The dog immediately retreated outside the inclosure, squatting on his haunches with his great tongue hanging far out of his iron jaws, his bright eyes curiously intent on her. The brown He scratched behind her ears again.
“Don’t worry about Hector. He’s harmless.”
But Gurri did worry about Hector, and about Him, and the place in which she found herself, and the relentless vine which grew so regularly about the
inclosure. A shower of rain fell suddenly and passed. In the thin radiance of the crescent moon, this vine gleamed in a manner she had never seen before in any forest growth. She launched herself experimentally against it several times more, but she was hampered by her bindings. It was then she noticed that the main stems of this vine supported a secondary growth which had the regularity of a honeycomb. She could not even get her nose through this.
She stood back in despair, shivering like the autumn grass when the wind blows through it, and sick at heart. Only one thing was good. The dog and He had gone. She was alone.
She thought she was alone until a wild and paralyzing cry stunned her sensitive ears:
“Whoo-hoo-oo-oo!”
She started round, almost falling down with terror. In a hutch in a corner a great horned owl sat on a bar, watching her with livid eyes.
“Oh, please,” she gasped, “I’m not doing anything! I don’t want to be here. Let me live . . . !”
“I can’t hurt you,” the owl answered gloomily. “Even if I wanted to, I couldn’t. I can’t get out of this thing. I’m a prisoner, just as you are.”
He gnashed his beak with bitterness. Like the dog, he was an eater of meat.
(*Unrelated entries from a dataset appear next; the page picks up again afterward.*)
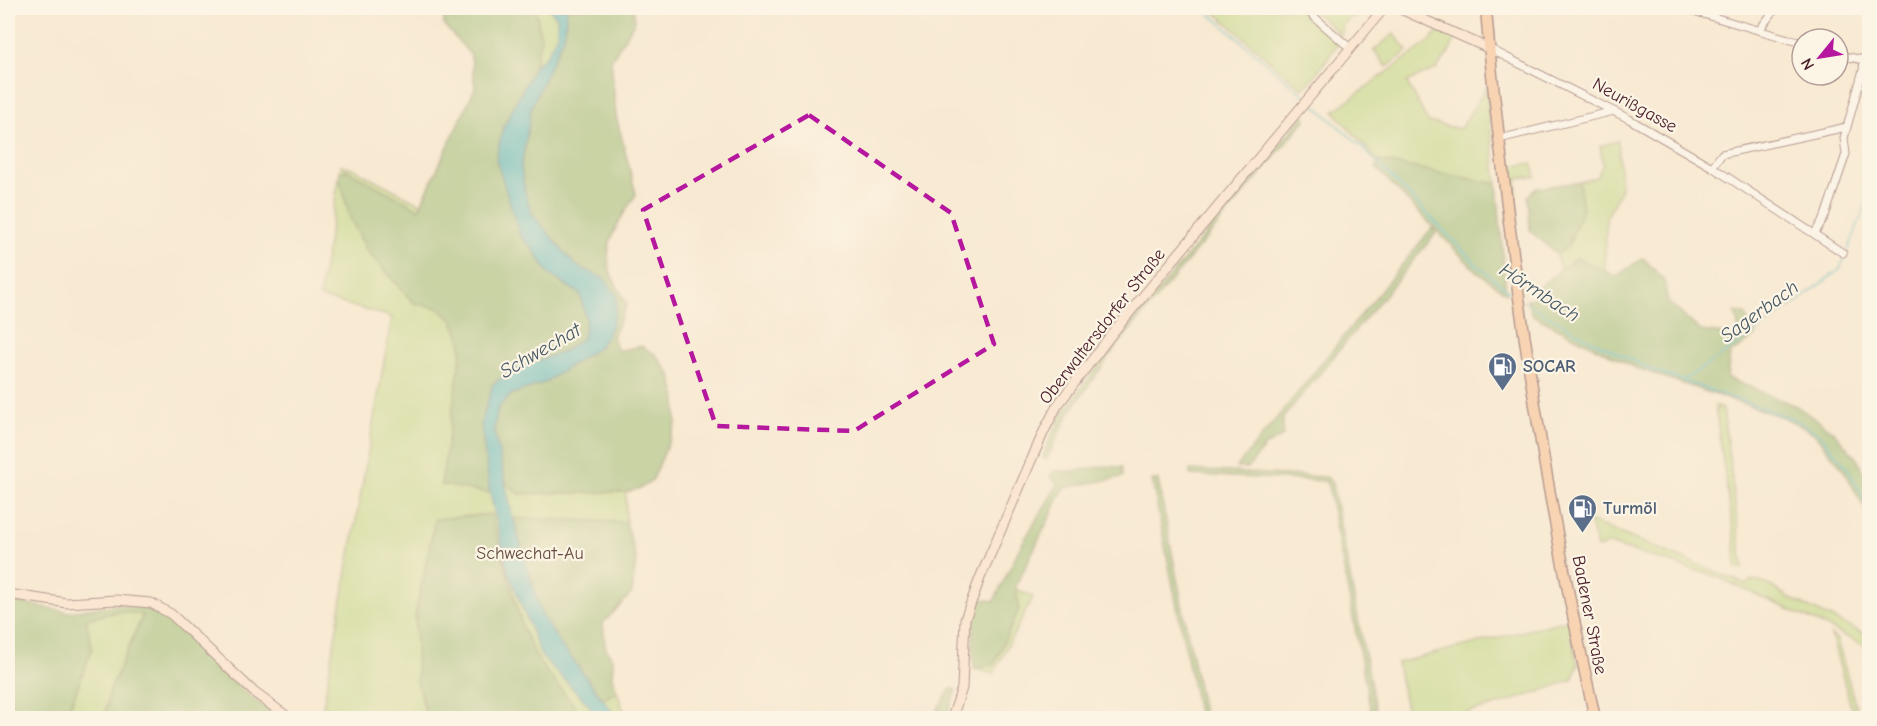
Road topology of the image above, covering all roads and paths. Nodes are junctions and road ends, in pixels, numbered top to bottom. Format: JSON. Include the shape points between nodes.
{"nodes":[{"id":1,"x":1304,"y":8,"type":"edge"},
{"id":2,"x":1384,"y":8,"type":"edge"},
{"id":3,"x":1398,"y":8,"type":"edge"},
{"id":4,"x":1486,"y":8,"type":"edge"},
{"id":5,"x":1683,"y":8,"type":"edge"},
{"id":6,"x":1776,"y":8,"type":"edge"},
{"id":7,"x":1760,"y":29,"type":"junction"},
{"id":8,"x":1790,"y":39,"type":"edge"},
{"id":9,"x":1350,"y":48,"type":"junction"},
{"id":10,"x":1490,"y":49,"type":"junction"},
{"id":11,"x":1850,"y":56,"type":"edge"},
{"id":12,"x":1867,"y":59,"type":"edge"},
{"id":13,"x":1614,"y":111,"type":"junction"},
{"id":14,"x":1847,"y":127,"type":"junction"},
{"id":15,"x":1499,"y":139,"type":"junction"},
{"id":16,"x":1712,"y":167,"type":"junction"},
{"id":17,"x":1815,"y":233,"type":"junction"},
{"id":18,"x":1843,"y":253,"type":"dead end"},
{"id":19,"x":8,"y":594,"type":"edge"},
{"id":20,"x":289,"y":718,"type":"edge"},
{"id":21,"x":952,"y":718,"type":"edge"},
{"id":22,"x":1595,"y":718,"type":"edge"}],
"edges":[{"from":1,"to":9,"type":"street"},
{"from":2,"to":9,"type":"street","name":"Oberwaltersdorfer Straße"},
{"from":3,"to":10,"type":"street","name":"Neurißgasse"},
{"from":4,"to":10,"type":"main road","name":"Badener Straße"},
{"from":5,"to":7,"type":"street"},
{"from":6,"to":7,"type":"street"},
{"from":7,"to":8,"type":"street"},
{"from":9,"to":21,"type":"street","name":"Oberwaltersdorfer Straße","via":[[1114,331],[1057,406],[965,619],[962,688]]},
{"from":10,"to":13,"type":"street","name":"Neurißgasse"},
{"from":10,"to":15,"type":"main road","name":"Badener Straße"},
{"from":11,"to":12,"type":"street"},
{"from":12,"to":14,"type":"street"},
{"from":13,"to":15,"type":"street"},
{"from":13,"to":16,"type":"street","name":"Neurißgasse"},
{"from":14,"to":16,"type":"street","via":[[1722,154]]},
{"from":14,"to":17,"type":"street","via":[[1846,154],[1825,216]]},
{"from":15,"to":22,"type":"main road","name":"Badener Straße","via":[[1524,340],[1553,514]]},
{"from":16,"to":17,"type":"street","name":"Neurißgasse"},
{"from":17,"to":18,"type":"street","name":"Neurißgasse"},
{"from":19,"to":20,"type":"street","via":[[67,603],[151,603],[171,614],[255,693]]}]}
Gurri could not bear to approach too closely to him, but, as the night wore on, she lost some of her fear. Worn out, she lay down in a patch of rank grass and looked about her. To one side spread what seemed, in the vague moonlight, to be an endless expanse of open country; to the other, and quite close at hand, rose the dark cloud of the forest.
The forest, she thought wearily, where even now Faline and Geno roam in freedom. She wondered if Geno had disobeyed their father and called for help. Or did they think that she was dead?
She began to tremble again with a violence of grief and despair. Her eyes flooded with rare animal tears. But the night was soothing, her body was exhausted. Almost against her will, she slept.
Some hours later she awoke. The valley was a golden bowl. Sunlight was spun like a web above the forest trees, and scarfs and drifts of mottled light and shadow flowed toward the western end of earth. This young day was full of a sound that Gurri had not heard before: a bursting song so free, so full of pure delight that all the world seemed hushed to listen.